Березовский и Абрамович. Олигархи с большой дороги - страница 20



.

Впрочем, я, кажется, чересчур забегаю вперед…

$$$

Итак, после короткой отсидки наш герой как ни в чем не бывало благополучно вернулся на службу. Старыми грехами никто и не думал его попрекать: напротив, карьера Березовского лишь пошла в гору.

Уже через полтора года Борис Абрамович успешно защищает докторскую диссертацию (по теме «Разработка теоретических основ алгоритмизации принятия предпроектных решений и их применения»), причем научным руководителем числился у него сам директор НИИ академик Трапезников.

(О том, каким образом писалась эта диссертация, поведано уже выше…)

И все же, что бы там ни говорилось, время, проведенное в стенах Института проблем управления, не могло пройти для Березовского даром.

В чем, в чем, а в глупости и скудоумии упрекнуть его не в силах никто.

Бесценный опыт ученого-системщика, полученный в НИИ, очень пригодится ему в последующей жизни; это тот редкий случай, когда сухое древо теории чудесным образом оденется зелеными (в полным смысле слова) листками и начнет плодоносить…

Впрочем, тогда еще Березовский и представить себе не мог, какая будущность поджидает его за поворотом. Советская власть казалась вечной, незыблемой, точно зубчатка кремлевской стены. Вся жизнь была распланирована на годы вперед: как в Госплане.

Кандидатская, докторская, старший научный сотрудник, зав. сектором; если очень повезет – то и зав. лабораторией. Пределом его мечтаний была 500-рублевая зарплата, машина «Жигули», дача в Малаховке и трехкомнатная квартира с румынской мебелью и чешским хрусталем.
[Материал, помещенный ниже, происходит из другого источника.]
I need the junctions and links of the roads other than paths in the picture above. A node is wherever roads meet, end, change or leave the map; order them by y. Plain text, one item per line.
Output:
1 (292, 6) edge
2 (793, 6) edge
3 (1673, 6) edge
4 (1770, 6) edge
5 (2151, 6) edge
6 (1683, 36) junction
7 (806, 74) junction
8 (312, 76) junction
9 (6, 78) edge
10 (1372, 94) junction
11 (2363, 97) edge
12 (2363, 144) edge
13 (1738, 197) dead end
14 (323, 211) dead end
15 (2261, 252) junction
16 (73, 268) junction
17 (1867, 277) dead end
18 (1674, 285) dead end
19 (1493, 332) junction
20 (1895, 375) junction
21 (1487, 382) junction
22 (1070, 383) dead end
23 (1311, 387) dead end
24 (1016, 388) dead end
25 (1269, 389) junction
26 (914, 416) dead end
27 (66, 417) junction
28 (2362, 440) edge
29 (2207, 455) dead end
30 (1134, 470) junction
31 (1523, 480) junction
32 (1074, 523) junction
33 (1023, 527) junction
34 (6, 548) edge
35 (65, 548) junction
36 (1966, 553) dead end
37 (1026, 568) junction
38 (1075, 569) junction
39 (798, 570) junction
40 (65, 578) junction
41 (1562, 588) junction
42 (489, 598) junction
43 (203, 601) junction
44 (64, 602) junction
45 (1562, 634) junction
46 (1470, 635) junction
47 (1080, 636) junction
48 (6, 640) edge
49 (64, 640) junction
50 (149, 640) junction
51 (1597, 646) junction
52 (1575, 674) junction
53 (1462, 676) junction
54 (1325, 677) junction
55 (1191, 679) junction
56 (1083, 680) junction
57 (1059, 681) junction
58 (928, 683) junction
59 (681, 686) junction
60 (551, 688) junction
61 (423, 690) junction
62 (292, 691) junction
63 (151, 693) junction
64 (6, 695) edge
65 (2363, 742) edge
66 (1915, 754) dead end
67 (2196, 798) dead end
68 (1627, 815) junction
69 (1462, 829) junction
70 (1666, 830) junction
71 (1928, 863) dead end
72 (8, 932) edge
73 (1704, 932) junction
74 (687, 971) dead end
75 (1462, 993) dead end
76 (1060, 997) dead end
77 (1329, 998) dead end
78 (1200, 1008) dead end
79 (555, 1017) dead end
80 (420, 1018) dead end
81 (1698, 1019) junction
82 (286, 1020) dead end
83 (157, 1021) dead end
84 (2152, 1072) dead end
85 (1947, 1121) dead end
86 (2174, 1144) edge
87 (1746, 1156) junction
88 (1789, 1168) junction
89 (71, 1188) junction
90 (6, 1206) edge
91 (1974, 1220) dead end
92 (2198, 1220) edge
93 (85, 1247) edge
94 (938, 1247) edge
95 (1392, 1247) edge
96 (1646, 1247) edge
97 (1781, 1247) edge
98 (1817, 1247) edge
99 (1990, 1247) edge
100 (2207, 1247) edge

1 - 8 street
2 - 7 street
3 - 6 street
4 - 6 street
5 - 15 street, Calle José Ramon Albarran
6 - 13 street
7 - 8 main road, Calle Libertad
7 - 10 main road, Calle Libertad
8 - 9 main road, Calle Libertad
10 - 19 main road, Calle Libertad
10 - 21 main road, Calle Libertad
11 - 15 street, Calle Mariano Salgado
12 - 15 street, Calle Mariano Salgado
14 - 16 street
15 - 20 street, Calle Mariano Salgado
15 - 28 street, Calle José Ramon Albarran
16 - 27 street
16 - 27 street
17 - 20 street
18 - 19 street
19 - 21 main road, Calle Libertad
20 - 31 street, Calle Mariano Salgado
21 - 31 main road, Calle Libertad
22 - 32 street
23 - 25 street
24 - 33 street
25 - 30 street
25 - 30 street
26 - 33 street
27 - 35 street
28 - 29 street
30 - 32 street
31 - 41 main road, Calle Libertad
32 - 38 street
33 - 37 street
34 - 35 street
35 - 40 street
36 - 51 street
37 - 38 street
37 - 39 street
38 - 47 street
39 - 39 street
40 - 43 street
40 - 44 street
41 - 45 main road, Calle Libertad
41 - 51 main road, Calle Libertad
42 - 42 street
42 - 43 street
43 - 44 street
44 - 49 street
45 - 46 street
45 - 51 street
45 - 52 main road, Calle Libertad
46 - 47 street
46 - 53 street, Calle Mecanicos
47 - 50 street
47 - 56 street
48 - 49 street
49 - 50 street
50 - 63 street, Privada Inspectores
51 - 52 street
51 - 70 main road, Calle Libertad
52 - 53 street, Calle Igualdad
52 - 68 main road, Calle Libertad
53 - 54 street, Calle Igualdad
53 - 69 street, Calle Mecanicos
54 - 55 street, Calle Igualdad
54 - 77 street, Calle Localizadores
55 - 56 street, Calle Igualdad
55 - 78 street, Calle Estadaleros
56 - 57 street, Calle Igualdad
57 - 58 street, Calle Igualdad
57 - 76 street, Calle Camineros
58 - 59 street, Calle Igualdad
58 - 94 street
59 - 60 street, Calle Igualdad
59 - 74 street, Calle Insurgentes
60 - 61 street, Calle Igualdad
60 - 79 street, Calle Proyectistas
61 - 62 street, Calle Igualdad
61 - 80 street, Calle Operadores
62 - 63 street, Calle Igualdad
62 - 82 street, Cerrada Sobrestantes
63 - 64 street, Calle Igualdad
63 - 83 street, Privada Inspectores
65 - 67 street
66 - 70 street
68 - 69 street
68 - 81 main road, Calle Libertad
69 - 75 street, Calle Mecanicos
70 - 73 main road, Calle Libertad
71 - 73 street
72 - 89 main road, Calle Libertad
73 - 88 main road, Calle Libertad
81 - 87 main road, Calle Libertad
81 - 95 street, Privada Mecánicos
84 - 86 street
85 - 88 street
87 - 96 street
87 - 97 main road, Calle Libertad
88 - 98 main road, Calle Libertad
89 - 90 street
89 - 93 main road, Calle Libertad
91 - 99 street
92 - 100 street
К этой программе-максимум Борис Абрамович шел всю свою жизнь: уверенной, твердой поступью; ради осуществления ее он готов был поступиться любыми принципами, благо принципов никаких у него отродясь не водилось.

Он никогда не осмеливался критиковать руководство, спорить с вышестоящими. У себя на кухне Березовский мог хаять начальство последними словами, издеваться над престарелыми маразматиками из Политбюро, поругивать Софью Власьевну, но стоило выйти ему из дома, как мгновенно превращался он в покорного, подобострастного карьериста, готового загрызть всякого, кто окажется на пути. Он умел ладить с начальниками, подлаживаясь и угождая, приятельствовать с нужными людьми.

Уже тогда Березовский понял ключевое слагаемое успеха: с людьми надо общаться на доступном им языке, надевать на себя ту маску, которая востребована именно в данный момент. («С джентльменом, – говорил когда-то Черчилль, – я буду на 50 % больше джентльменом; с мошенником – на 50 % больше мошенником».)

С руководством он был сама любезность и почтительность; с сослуживцами – своим в доску рубахой-парнем; с бизнес-партнерами – циничным прагматиком; с женщинами – галантным, заботливым кавалером; с кураторами из КГБ – исполнительным служакой.

При этом истинного своего лица Березовский старался не показывать никому: будучи натурой чувствительно-истеричной, он всякий раз так вживался в выбранный образ, что и сам начинал себе верить; надетая маска будто прирастала к его лицу.

А ведь на самом деле он был… вы только не удивляйтесь: патологическим трусом. Березовский боялся всех: начальства, парткома, КГБ, милиции, сидящих у подъезда старух, кривотолков и слухов.

Заложенный с детства комплекс неполноценности постоянно угнетал его, вязал по рукам и ногам, заставлял подозревать кругом какой-то подвох. Даже когда ему было предложено подать заявление в партию, он на полном серьезе размышлял, нет ли в том какой-то западни: напишет, например, заявление, а его возьмут да не примут и на этом основании выгонят вон из института.